» **Exercise objective**
Look through the records below for the line holding "ring mcp: (244, 297)". Write it out exactly, with each following line through the line holding "ring mcp: (574, 336)".

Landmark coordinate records

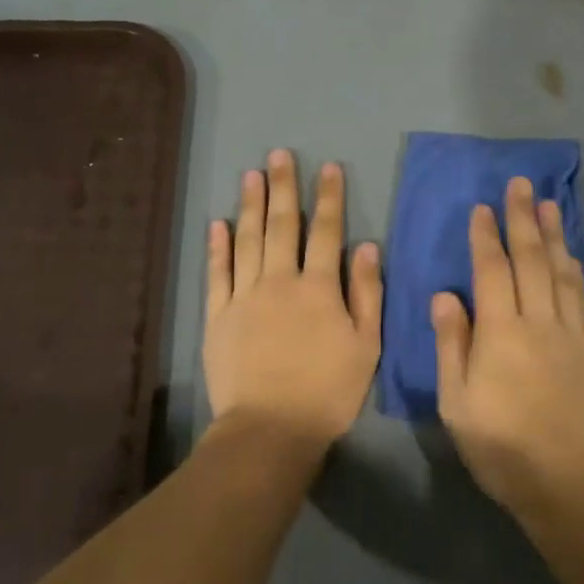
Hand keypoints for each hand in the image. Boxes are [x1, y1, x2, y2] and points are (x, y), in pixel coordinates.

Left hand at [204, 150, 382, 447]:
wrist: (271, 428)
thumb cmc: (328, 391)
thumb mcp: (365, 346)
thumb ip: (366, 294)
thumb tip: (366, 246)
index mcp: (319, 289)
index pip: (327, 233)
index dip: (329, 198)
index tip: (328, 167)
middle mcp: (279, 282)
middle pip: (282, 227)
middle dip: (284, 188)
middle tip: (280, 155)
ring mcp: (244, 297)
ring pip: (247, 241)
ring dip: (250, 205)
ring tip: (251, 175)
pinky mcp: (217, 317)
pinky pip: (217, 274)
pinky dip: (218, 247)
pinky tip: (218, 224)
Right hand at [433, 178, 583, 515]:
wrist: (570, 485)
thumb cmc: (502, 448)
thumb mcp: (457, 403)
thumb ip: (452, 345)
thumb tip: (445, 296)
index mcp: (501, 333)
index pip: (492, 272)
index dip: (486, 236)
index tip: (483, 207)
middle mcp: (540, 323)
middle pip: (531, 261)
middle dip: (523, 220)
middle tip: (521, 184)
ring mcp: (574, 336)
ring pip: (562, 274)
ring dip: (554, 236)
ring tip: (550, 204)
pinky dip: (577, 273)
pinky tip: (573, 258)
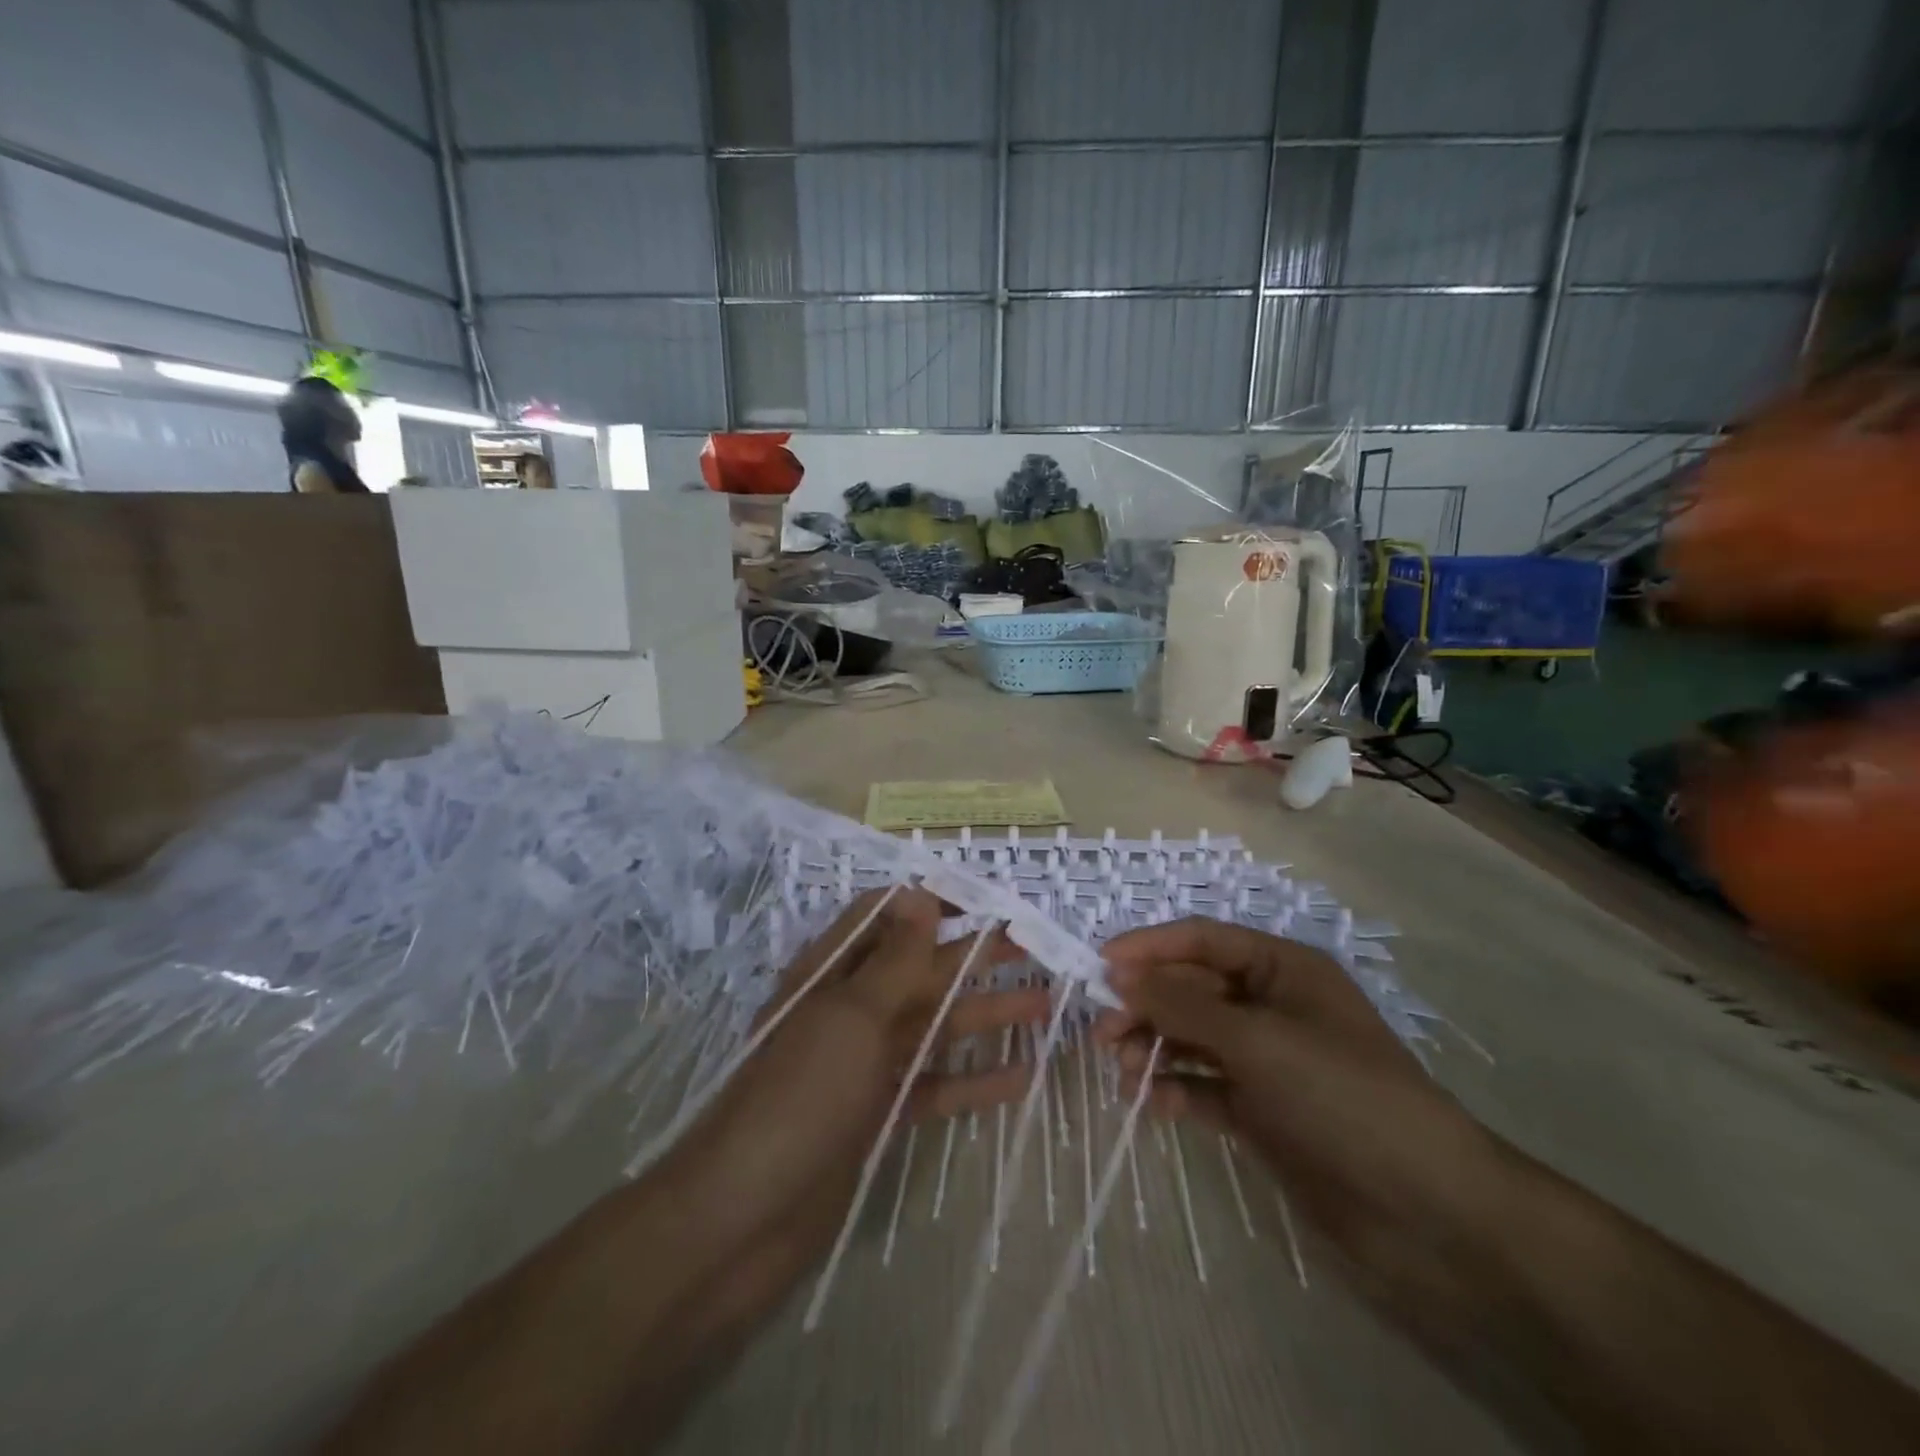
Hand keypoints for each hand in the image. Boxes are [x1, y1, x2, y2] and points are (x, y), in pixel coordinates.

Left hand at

---

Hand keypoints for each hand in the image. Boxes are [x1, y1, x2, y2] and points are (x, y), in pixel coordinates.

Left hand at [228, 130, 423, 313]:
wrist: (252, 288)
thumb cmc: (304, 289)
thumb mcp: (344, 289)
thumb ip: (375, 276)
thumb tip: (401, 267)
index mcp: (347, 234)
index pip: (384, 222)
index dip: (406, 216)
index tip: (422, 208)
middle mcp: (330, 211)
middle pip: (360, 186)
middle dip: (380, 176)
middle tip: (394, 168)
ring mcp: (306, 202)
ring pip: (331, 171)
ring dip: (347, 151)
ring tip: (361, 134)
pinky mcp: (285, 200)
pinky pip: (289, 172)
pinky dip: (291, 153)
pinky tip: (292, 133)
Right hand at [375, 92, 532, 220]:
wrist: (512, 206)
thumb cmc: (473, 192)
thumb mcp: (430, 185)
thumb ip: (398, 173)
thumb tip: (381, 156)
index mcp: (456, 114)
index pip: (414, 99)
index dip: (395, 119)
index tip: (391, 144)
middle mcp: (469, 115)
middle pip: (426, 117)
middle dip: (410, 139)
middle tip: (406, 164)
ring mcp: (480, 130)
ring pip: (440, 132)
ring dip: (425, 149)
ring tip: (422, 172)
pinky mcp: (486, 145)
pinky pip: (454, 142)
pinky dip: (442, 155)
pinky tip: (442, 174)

» **Task result**
ring mcp: (244, 297)
ring pip: (247, 241)
ring dip: (250, 205)
ring tip: (251, 175)
pinky mcp: (217, 317)
pinky pip: (217, 274)
pinky dip: (218, 247)
pinky tip: (218, 224)
Right hand at [433, 178, 583, 515]:
wrist: (570, 485)
thumb cmc: (502, 448)
thumb mcp: (457, 403)
thumb ip: (452, 345)
thumb tip: (445, 296)
index mcp: (501, 333)
index pip: (492, 272)
index dip: (486, 236)
index tip: (483, 207)
middle mcp: (540, 323)
middle pip: (531, 261)
middle dip: (523, 220)
middle tip: (521, 184)
ring mcp: (574, 336)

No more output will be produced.